╭──
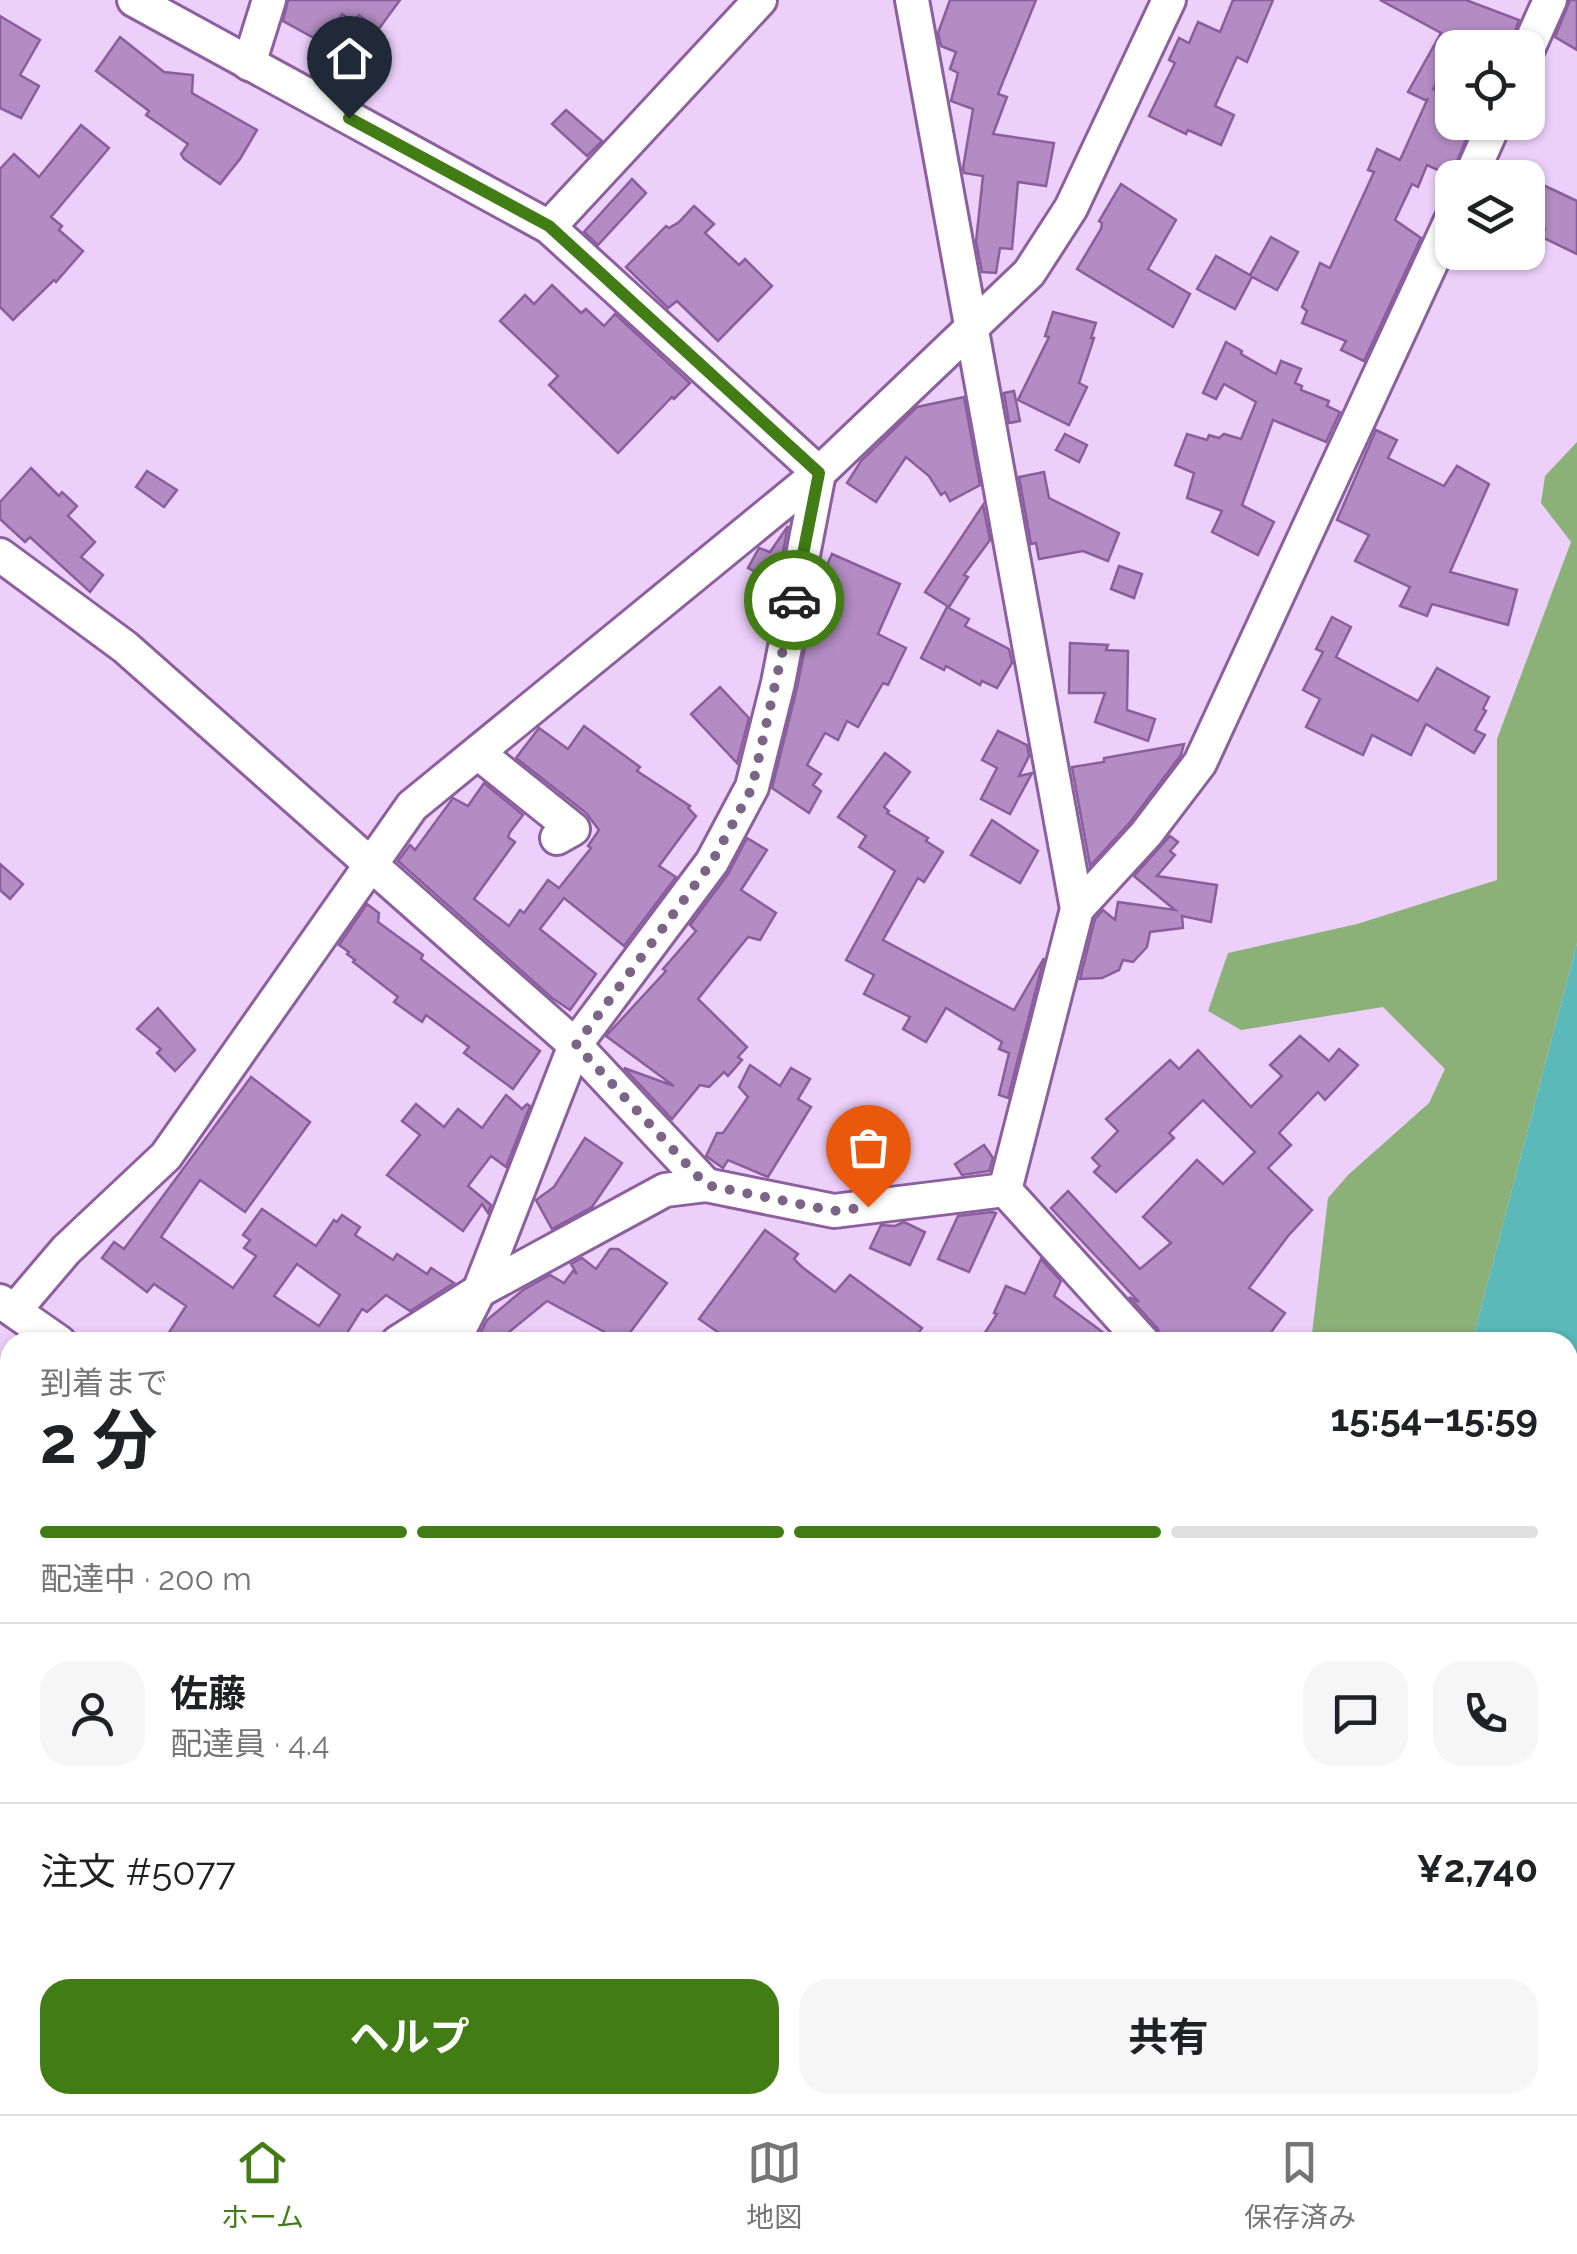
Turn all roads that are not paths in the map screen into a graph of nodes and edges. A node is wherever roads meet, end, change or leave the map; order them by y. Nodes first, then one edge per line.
1 (134, 0) edge
2 (269, 0) edge
3 (760, 0) edge
4 (912, 0) edge
5 (1169, 0) edge
6 (1550, 0) edge
7 (1537, 30) edge
8 (249, 64) junction
9 (549, 226) junction
10 (1435, 255) edge
11 (970, 328) junction
12 (819, 473) junction
13 (0, 555) edge
14 (478, 753) junction
15 (558, 838) dead end
16 (369, 866) junction
17 (1077, 909) junction
18 (576, 1045) junction
19 (706, 1185) junction
20 (1004, 1190) junction
21 (480, 1291) junction
22 (7, 1305) edge
23 (45, 1332) edge
24 (414, 1332) edge
25 (458, 1332) edge
26 (1134, 1332) edge

1 - 8 street
2 - 8 street
3 - 9 street
4 - 11 street
5 - 11 street
6 - 7 street
8 - 9 street
9 - 12 street
10 - 17 street
11 - 12 street
11 - 17 street
12 - 14 street
12 - 18 street
13 - 16 street
14 - 15 street
14 - 16 street
16 - 18 street
16 - 22 street
17 - 20 street
18 - 19 street
18 - 21 street
19 - 20 street
19 - 21 street
20 - 26 street
21 - 24 street
21 - 25 street
22 - 23 street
╰──
Give back the material exactly as written, images excluded.

EXERCISE ANSWER:
Turn all roads that are not paths in the map screen into a graph of nodes and edges. A node is wherever roads meet, end, change or leave the map; order them by y. Nodes first, then one edge per line.
1 (134, 0) edge
2 (269, 0) edge
3 (760, 0) edge
4 (912, 0) edge
5 (1169, 0) edge
6 (1550, 0) edge
7 (1537, 30) edge
8 (249, 64) junction
9 (549, 226) junction
10 (1435, 255) edge
11 (970, 328) junction
12 (819, 473) junction
13 (0, 555) edge
14 (478, 753) junction
15 (558, 838) dead end
16 (369, 866) junction
17 (1077, 909) junction
18 (576, 1045) junction
19 (706, 1185) junction
20 (1004, 1190) junction
21 (480, 1291) junction
22 (7, 1305) edge
23 (45, 1332) edge
24 (414, 1332) edge
25 (458, 1332) edge
26 (1134, 1332) edge

1 - 8 street
2 - 8 street
3 - 9 street
4 - 11 street
5 - 11 street
6 - 7 street
8 - 9 street
9 - 12 street
10 - 17 street
11 - 12 street
11 - 17 street
12 - 14 street
12 - 18 street
13 - 16 street
14 - 15 street
14 - 16 street
16 - 18 street
16 - 22 street
17 - 20 street
18 - 19 street
18 - 21 street
19 - 20 street
19 - 21 street
20 - 26 street
21 - 24 street
21 - 25 street
22 - 23 street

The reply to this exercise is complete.